Task details: Go over the listing below line by line, and return each one holding the string "from".

Records for the task:
---
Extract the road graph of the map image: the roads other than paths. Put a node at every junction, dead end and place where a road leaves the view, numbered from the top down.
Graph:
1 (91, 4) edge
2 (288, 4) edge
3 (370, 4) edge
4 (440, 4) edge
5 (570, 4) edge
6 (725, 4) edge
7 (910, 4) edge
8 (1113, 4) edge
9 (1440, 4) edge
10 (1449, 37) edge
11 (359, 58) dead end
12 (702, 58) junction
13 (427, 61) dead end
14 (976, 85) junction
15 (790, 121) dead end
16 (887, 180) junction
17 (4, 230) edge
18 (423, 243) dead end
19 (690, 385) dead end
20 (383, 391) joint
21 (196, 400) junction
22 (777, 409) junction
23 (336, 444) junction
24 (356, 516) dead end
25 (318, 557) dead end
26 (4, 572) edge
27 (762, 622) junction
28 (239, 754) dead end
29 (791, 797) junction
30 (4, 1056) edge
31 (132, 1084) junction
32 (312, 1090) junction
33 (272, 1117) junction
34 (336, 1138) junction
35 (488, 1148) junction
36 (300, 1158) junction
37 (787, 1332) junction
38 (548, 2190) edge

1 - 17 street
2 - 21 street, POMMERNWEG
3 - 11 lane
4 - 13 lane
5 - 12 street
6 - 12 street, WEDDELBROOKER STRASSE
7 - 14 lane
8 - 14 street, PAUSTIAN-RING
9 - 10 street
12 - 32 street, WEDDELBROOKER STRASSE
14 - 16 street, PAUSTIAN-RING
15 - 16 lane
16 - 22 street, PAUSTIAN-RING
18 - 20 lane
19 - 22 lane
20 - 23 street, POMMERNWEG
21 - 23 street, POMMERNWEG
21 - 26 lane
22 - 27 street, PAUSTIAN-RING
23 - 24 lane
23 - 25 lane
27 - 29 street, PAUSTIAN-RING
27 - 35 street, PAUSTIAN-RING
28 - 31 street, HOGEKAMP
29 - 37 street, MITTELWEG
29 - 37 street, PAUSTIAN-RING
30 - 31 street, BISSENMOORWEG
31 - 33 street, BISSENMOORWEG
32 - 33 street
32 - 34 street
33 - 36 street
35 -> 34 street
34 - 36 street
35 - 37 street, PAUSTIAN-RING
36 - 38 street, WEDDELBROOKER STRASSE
---
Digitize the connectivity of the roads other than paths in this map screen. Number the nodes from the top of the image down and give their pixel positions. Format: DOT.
---
Exercise solution:
Extract the road graph of the map image: the roads other than paths. Put a node at every junction, dead end and place where a road leaves the view, numbered from the top down.
Digitize the connectivity of the roads other than paths in this map screen. Number the nodes from the top of the image down and give their pixel positions. Format: DOT.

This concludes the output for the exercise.